それが出来れば、間違いなく会社は強くなります。
とてもシンプルな強化法です。

ただ、このシンプルな強化法を成功させるためには、前提条件があります。
それは
➀オーナーが会社に常駐していないこと
➁経営上の権限を一人に集中せず、役員数人で分担していること。
つまり、オーナーがいなくても自主運営できる会社であることです。

私はそのような経営スタイルを、「プラグイン経営」と呼んでいます。

「プラグイン」とは、IT用語で、「機能拡張用ソフト」を意味します。
アプリケーションに何かの機能を付加したい時、アプリケーション自体をバージョンアップさせるのではなく、そのアプリケーションに「プラグイン」を注射して機能を追加するのです。
そのためには当然、アプリケーションはプラグインを受け入れることを前提に設計されています
アプリケーションのユーザーは、自分が必要な機能のプラグインをいくつでも付加することが出来ます。

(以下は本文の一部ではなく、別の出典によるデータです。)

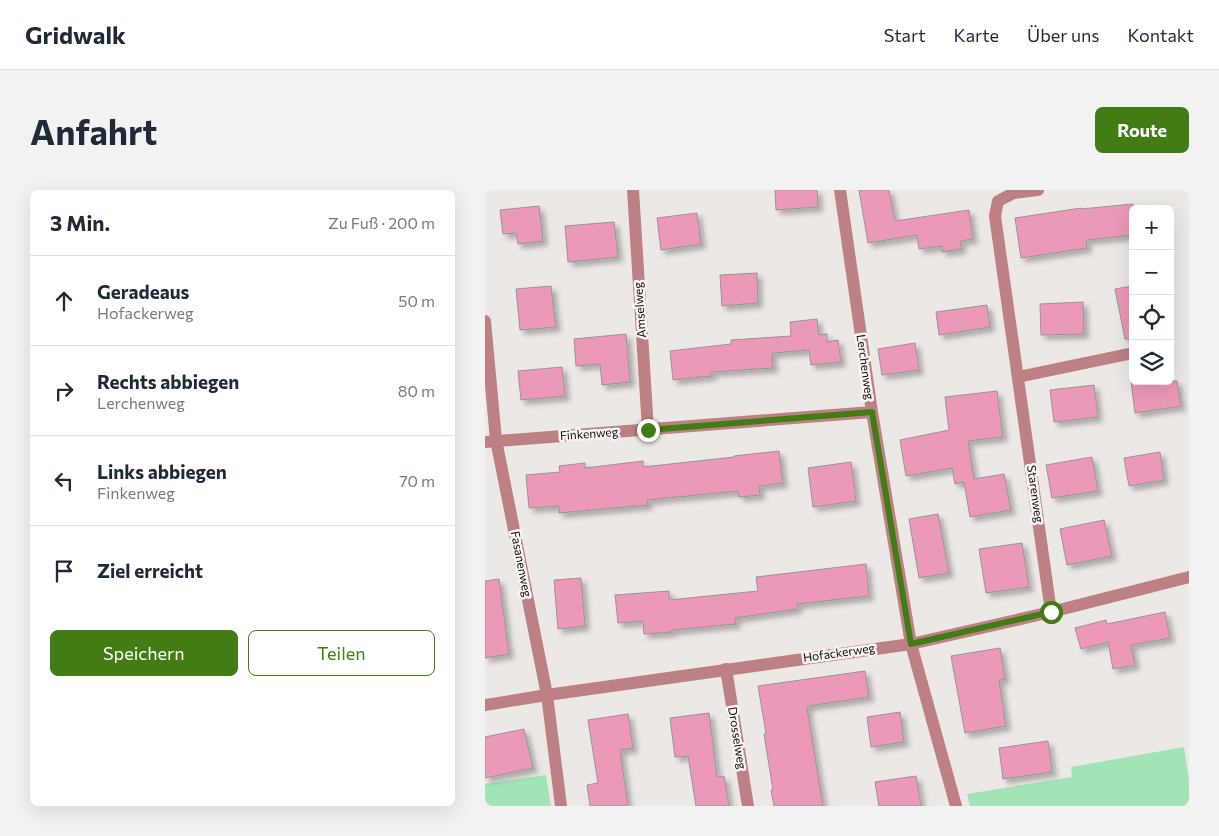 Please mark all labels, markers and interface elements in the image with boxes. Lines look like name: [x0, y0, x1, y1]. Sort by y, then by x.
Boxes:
text: Gridwalk: [25, 20, 126, 49]
text: Start: [884, 24, 926, 46]
text: Karte: [954, 24, 999, 46]
text: Über uns: [1027, 24, 1100, 46]
text: Kontakt: [1128, 24, 1194, 46]
button: Route: [1095, 107, 1189, 153]
text: Anfahrt: [30, 109, 157, 152]
map controls: [1129, 205, 1174, 385]
button: +: [1129, 205, 1174, 250]
text: 3 Min.: [50, 210, 110, 235]
text: Zu Fuß · 200 m: [328, 213, 435, 232]
button: −: [1129, 250, 1174, 295]
text: Geradeaus: [97, 280, 189, 303]
street label: Amselweg: [630, 281, 648, 338]
icon: ahead: [50, 287, 78, 315]
text: 50 m: [398, 291, 435, 310]
button: locate: [1129, 295, 1174, 340]
text: Hofackerweg: [97, 303, 194, 322]
street label: Lerchenweg: [854, 333, 878, 401]
button: layers: [1129, 340, 1174, 385]
text: Rechts abbiegen: [97, 370, 239, 393]
icon: right: [50, 377, 78, 405]
text: 80 m: [398, 381, 435, 400]
text: Lerchenweg: [97, 393, 185, 412]
route end: [637, 419, 660, 442]
street label: Finkenweg: [559, 424, 619, 442]
text: Links abbiegen: [97, 460, 227, 483]
street label: Starenweg: [1025, 464, 1047, 524]
icon: left: [50, 467, 78, 495]
text: 70 m: [399, 471, 435, 490]
text: Finkenweg: [97, 483, 175, 502]
street label: Fasanenweg: [509, 530, 535, 598]
icon: arrive: [50, 557, 78, 585]
text: Ziel erreicht: [97, 559, 203, 582]
route start: [1040, 601, 1063, 624]
button: Speichern: [50, 630, 238, 676]
button: Teilen: [248, 630, 435, 676]
street label: Hofackerweg: [802, 640, 876, 664]
street label: Drosselweg: [726, 706, 750, 771]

プラグイン経営は、外部の優秀な人材を受け入れて、効率よく自社の強みにしていく経営スタイルです。
そのためには、会社自体が、プラグインを受け入れる設計になっていなくてはいけないのです。

もちろんすべての中小企業にプラグイン経営が適しているわけではありません。
オーナー社長の牽引が効果的な創業時期や、小企業では必要ありません。
しかし、そんな会社も成長して企業規模が大きくなったり、また代替わりして創業者のカリスマがなくなると、プラグイン経営が有効になってきます。

そう考えると、すべての中小企業はプラグイン経営について考えておく必要があると考えます。

勝てる中小企業のつくり方 ① トッププロを招へいしてフル活用する

 

製造業を営む中小企業の大半は、大企業の下請けです。
競合相手は、同じように大企業に納品している中小企業。
つまり、同業の中小企業に競争優位に立てれば、納品量を増やして儲けを増やすことが出来ます。

そのためには、「モノ(製品)」を強化して競争力を高める以外ありません
その一番確実で手っ取り早い方法は、元請けの大企業から、モノづくりのトッププロを招へいすることです。
具体的には、元請けのOB、出来れば元製造部長くらいを招へいします。
同じ部長でも経理部長を招へいしても意味がありません。
これまでこちらの製品の品質や納期にあれこれ要求を出してきた人を、こちらに取り込むのです。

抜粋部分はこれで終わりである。